→ **Problem description**: Could you restate word for word every line of the records below, from the first one to the one holding "Write the network"?
*** Opening of Information shown ***
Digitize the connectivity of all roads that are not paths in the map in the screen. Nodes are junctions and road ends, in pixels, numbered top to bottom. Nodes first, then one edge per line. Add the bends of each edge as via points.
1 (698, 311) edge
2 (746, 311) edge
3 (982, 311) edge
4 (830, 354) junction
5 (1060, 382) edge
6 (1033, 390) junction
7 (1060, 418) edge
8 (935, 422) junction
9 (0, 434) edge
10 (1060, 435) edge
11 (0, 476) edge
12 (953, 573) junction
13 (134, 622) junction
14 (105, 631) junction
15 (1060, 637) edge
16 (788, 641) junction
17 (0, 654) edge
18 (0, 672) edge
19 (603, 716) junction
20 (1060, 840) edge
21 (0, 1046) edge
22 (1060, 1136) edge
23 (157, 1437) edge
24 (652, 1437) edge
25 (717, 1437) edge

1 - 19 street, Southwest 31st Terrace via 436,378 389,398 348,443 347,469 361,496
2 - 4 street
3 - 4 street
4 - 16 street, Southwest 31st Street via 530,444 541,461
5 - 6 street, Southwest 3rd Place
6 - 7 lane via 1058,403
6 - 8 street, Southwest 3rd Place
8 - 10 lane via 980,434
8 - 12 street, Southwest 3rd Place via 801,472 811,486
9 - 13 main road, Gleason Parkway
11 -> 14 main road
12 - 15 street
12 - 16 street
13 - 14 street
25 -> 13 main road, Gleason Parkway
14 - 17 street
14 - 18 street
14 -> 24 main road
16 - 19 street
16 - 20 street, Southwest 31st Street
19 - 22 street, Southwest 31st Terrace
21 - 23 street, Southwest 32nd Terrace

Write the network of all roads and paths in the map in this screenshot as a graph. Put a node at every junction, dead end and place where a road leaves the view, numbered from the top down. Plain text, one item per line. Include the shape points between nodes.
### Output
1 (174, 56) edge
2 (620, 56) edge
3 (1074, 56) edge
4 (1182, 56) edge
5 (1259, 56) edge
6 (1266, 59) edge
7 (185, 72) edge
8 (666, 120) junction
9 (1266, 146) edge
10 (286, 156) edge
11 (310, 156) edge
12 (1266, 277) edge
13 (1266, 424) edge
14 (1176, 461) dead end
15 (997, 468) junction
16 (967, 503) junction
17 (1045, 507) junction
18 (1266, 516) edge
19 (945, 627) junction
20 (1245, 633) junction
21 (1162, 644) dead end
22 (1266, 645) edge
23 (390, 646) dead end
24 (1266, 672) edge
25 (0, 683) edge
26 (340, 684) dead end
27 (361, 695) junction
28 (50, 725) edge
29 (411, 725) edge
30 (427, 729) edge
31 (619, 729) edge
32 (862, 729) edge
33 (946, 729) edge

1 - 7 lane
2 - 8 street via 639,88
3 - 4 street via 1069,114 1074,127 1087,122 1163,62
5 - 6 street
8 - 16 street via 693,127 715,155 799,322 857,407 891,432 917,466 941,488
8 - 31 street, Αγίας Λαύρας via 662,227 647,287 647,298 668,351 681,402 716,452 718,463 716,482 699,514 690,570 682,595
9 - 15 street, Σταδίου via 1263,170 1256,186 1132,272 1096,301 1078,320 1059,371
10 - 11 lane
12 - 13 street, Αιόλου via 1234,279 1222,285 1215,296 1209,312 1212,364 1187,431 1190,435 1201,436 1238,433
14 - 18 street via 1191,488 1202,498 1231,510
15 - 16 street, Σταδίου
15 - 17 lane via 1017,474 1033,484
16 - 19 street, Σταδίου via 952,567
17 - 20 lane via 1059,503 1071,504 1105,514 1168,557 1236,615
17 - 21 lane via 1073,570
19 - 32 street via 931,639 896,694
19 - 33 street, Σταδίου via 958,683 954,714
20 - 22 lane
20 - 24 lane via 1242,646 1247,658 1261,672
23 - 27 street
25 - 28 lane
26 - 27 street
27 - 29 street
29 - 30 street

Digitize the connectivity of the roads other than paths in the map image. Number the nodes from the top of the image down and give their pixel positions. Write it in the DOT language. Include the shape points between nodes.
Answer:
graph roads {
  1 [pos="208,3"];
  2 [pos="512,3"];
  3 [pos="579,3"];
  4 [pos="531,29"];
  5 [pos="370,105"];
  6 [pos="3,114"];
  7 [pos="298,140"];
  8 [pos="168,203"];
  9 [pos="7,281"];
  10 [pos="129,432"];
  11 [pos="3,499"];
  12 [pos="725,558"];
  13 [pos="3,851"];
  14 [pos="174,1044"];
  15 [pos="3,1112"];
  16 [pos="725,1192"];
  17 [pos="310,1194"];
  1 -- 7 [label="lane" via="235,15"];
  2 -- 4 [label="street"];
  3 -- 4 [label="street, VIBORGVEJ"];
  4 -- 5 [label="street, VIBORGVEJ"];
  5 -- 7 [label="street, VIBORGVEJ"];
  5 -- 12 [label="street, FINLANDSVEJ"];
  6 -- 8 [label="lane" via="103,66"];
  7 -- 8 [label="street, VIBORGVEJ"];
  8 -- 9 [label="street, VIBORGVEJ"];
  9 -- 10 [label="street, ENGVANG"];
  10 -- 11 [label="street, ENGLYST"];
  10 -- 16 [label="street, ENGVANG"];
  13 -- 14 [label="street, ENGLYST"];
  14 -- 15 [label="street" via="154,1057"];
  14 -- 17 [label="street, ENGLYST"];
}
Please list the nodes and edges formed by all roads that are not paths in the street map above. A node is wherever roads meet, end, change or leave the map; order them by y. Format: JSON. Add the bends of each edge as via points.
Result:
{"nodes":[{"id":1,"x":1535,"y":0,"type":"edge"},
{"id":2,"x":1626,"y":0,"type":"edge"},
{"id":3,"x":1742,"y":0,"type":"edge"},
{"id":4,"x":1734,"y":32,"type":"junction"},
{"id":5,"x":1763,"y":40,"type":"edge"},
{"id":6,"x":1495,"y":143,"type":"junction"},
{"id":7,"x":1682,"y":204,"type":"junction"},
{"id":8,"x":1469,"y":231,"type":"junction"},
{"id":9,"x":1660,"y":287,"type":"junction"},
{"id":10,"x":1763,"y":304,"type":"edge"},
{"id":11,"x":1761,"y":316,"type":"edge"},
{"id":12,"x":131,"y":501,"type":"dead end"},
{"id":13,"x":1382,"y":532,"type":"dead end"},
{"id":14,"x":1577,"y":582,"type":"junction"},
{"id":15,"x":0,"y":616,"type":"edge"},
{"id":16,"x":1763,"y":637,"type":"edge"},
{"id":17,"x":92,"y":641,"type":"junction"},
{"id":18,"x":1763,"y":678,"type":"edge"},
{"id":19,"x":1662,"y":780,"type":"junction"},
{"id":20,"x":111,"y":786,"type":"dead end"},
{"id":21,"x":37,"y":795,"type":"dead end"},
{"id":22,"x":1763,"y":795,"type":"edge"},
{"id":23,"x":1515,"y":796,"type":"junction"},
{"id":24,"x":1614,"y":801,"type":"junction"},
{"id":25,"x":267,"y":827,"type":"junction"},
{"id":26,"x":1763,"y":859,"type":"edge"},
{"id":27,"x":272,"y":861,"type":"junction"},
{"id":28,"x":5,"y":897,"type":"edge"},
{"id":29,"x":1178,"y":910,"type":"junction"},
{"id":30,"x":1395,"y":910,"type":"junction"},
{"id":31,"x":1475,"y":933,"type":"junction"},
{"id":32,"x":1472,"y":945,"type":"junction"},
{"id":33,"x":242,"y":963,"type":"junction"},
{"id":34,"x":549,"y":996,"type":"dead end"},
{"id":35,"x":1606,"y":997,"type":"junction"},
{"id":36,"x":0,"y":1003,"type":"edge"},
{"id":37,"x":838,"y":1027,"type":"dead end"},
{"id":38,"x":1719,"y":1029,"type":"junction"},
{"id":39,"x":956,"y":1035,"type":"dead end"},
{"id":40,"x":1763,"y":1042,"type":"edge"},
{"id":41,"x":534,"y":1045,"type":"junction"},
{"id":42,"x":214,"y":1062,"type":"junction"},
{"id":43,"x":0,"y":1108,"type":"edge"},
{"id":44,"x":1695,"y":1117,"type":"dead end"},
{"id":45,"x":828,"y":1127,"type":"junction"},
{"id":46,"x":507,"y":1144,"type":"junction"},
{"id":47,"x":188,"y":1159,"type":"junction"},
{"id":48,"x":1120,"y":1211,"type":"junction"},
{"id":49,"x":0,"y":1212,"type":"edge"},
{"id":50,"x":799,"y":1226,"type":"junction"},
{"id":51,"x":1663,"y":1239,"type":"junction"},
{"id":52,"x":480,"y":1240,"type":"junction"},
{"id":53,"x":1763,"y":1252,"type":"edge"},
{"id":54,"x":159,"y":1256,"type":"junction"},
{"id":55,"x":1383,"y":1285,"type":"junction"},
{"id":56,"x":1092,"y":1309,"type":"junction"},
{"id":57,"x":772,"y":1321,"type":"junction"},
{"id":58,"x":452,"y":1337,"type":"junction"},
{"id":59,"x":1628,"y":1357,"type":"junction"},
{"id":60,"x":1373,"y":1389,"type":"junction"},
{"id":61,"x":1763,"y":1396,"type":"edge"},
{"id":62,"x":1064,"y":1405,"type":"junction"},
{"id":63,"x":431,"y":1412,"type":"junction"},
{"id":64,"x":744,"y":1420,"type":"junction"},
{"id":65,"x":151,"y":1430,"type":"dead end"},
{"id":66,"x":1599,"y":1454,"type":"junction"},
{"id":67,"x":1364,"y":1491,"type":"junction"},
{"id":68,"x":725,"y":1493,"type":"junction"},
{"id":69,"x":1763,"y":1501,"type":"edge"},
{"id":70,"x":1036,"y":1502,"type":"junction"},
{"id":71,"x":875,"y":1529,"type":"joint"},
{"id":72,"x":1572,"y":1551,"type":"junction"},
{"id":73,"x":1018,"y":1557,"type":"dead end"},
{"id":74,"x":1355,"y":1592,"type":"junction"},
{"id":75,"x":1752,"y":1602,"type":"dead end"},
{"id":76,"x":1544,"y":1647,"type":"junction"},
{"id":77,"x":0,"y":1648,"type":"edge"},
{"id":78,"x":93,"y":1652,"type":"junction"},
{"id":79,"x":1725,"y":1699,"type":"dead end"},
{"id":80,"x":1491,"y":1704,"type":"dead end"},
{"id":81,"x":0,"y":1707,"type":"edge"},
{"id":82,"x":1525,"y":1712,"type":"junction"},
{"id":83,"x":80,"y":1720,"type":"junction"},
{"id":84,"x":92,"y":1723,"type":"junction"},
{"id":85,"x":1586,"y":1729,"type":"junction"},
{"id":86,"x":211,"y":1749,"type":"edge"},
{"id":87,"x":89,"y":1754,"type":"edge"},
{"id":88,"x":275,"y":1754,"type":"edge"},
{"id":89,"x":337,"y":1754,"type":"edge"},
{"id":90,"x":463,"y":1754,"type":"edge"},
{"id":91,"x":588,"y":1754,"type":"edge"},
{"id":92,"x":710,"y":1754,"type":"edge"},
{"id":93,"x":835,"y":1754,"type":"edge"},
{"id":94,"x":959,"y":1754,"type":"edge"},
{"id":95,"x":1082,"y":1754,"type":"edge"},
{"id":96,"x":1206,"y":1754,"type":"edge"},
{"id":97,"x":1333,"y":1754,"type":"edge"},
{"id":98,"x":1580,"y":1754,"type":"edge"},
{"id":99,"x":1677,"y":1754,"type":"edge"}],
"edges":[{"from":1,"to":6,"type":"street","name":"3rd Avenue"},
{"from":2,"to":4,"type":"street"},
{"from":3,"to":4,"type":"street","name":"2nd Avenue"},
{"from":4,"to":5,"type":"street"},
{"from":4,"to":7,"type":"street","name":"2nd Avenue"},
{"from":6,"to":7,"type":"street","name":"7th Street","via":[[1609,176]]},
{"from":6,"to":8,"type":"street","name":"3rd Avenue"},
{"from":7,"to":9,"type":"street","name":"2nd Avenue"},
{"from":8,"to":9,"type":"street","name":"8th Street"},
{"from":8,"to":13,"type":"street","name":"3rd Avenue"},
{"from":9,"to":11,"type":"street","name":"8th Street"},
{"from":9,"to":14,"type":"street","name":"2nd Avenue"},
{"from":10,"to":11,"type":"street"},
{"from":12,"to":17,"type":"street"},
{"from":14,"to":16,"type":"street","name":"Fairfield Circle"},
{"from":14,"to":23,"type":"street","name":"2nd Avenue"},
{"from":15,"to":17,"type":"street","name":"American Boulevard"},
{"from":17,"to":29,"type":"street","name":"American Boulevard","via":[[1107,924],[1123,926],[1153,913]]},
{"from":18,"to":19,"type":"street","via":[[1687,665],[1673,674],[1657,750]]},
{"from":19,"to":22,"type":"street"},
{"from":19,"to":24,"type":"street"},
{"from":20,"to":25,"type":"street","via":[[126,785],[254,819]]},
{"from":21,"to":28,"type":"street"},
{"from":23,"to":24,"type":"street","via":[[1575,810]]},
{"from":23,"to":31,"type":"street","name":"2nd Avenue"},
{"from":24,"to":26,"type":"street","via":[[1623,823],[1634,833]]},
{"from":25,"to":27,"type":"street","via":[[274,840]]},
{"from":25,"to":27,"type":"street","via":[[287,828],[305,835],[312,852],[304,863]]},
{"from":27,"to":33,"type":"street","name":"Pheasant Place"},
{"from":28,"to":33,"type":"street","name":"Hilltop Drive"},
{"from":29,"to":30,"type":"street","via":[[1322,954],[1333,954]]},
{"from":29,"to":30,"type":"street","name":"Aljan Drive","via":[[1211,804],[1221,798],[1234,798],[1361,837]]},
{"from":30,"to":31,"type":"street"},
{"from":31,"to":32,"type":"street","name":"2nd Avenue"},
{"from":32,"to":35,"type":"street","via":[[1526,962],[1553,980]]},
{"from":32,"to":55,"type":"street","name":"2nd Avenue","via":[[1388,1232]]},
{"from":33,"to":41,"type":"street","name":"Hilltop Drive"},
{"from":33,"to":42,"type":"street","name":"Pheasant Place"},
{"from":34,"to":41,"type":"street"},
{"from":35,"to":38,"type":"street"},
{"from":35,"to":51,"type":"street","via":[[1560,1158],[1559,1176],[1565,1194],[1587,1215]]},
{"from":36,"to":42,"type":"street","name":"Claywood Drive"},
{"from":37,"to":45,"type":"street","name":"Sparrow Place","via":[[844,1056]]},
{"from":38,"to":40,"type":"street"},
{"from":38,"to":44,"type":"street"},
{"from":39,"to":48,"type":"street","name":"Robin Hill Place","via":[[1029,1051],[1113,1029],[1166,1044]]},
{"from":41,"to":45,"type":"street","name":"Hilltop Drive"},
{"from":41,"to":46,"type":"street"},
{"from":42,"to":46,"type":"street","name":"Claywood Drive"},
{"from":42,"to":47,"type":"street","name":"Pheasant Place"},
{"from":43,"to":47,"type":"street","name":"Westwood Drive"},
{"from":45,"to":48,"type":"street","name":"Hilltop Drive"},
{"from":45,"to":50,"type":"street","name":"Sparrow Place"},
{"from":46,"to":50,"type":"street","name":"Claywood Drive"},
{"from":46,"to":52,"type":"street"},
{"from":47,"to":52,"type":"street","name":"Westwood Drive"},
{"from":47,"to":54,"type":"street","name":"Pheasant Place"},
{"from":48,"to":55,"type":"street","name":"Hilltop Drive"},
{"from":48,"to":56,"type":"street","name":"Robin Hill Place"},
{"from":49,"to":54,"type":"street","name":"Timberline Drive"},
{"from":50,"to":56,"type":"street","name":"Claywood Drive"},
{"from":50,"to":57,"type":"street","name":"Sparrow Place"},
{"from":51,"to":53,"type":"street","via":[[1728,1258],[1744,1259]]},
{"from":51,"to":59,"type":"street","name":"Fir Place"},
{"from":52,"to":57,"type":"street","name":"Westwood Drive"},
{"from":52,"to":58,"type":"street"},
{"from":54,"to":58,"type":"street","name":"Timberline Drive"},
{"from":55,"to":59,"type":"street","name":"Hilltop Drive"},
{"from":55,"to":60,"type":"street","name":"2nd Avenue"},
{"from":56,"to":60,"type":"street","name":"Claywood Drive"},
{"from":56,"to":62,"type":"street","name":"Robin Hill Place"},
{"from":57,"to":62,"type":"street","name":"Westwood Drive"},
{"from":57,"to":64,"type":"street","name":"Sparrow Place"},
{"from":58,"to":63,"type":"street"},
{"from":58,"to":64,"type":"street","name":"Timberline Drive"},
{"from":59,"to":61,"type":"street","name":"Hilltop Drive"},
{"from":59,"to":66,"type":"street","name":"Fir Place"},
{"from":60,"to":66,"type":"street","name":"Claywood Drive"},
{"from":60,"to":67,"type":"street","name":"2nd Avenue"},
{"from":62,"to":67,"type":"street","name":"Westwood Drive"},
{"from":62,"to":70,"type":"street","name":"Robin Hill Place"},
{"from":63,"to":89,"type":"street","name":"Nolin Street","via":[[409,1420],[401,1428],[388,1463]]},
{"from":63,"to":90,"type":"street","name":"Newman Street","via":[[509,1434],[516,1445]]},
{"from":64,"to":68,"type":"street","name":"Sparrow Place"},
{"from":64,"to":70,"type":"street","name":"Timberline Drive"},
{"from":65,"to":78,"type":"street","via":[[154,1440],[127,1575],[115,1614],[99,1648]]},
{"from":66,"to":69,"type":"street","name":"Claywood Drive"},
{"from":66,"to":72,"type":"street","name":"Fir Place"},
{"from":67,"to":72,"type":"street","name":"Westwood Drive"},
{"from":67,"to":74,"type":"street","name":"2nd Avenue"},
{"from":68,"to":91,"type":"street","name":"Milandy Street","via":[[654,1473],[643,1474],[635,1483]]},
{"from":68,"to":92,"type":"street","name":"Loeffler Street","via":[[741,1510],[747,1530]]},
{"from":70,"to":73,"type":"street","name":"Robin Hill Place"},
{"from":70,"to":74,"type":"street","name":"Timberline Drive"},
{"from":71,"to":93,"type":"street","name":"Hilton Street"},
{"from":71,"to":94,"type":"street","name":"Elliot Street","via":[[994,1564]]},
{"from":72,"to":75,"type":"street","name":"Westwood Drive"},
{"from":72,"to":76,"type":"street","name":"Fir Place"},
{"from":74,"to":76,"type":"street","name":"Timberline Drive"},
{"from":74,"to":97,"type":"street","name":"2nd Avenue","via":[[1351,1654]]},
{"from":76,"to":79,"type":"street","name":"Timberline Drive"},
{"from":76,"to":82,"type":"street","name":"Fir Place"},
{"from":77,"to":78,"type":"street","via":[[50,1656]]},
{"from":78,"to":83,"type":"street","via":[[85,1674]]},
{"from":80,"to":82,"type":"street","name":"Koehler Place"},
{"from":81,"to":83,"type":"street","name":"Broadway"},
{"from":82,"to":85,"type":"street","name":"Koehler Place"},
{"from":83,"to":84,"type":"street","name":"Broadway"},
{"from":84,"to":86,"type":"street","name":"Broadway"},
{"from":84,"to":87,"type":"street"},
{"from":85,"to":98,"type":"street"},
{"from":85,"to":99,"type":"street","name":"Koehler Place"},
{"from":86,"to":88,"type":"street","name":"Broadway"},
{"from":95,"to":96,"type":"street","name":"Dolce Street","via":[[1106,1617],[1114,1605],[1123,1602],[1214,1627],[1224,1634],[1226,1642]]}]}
*** Close of Information shown ***
→ **Answer to this task**:
Digitize the connectivity of all roads that are not paths in the map in the screen. Nodes are junctions and road ends, in pixels, numbered top to bottom. Nodes first, then one edge per line. Add the bends of each edge as via points.
1 (698, 311) edge
2 (746, 311) edge
3 (982, 311) edge
4 (830, 354) junction
5 (1060, 382) edge
6 (1033, 390) junction
7 (1060, 418) edge
8 (935, 422) junction
9 (0, 434) edge
10 (1060, 435) edge
11 (0, 476) edge
12 (953, 573) junction
13 (134, 622) junction
14 (105, 631) junction
15 (1060, 637) edge
16 (788, 641) junction
17 (0, 654) edge
18 (0, 672) edge
19 (603, 716) junction
20 (1060, 840) edge
21 (0, 1046) edge
22 (1060, 1136) edge
23 (157, 1437) edge
24 (652, 1437) edge
25 (717, 1437) edge

1 - 19 street, Southwest 31st Terrace via 436,378 389,398 348,443 347,469 361,496
2 - 4 street
3 - 4 street
4 - 16 street, Southwest 31st Street via 530,444 541,461
5 - 6 street, Southwest 3rd Place
6 - 7 lane via 1058,403
6 - 8 street, Southwest 3rd Place
8 - 10 lane via 980,434
8 - 12 street, Southwest 3rd Place via 801,472 811,486
9 - 13 main road, Gleason Parkway
11 -> 14 main road
12 - 15 street
12 - 16 street
13 - 14 street
25 -> 13 main road, Gleason Parkway
14 - 17 street
14 - 18 street
14 -> 24 main road
16 - 19 street
16 - 20 street, Southwest 31st Street
19 - 22 street, Southwest 31st Terrace
21 - 23 street, Southwest 32nd Terrace

Write the network of all roads and paths in the map in this screenshot as a graph. Put a node at every junction, dead end and place where a road leaves the view, numbered from the top down. Plain text, one item per line. Include the shape points between nodes.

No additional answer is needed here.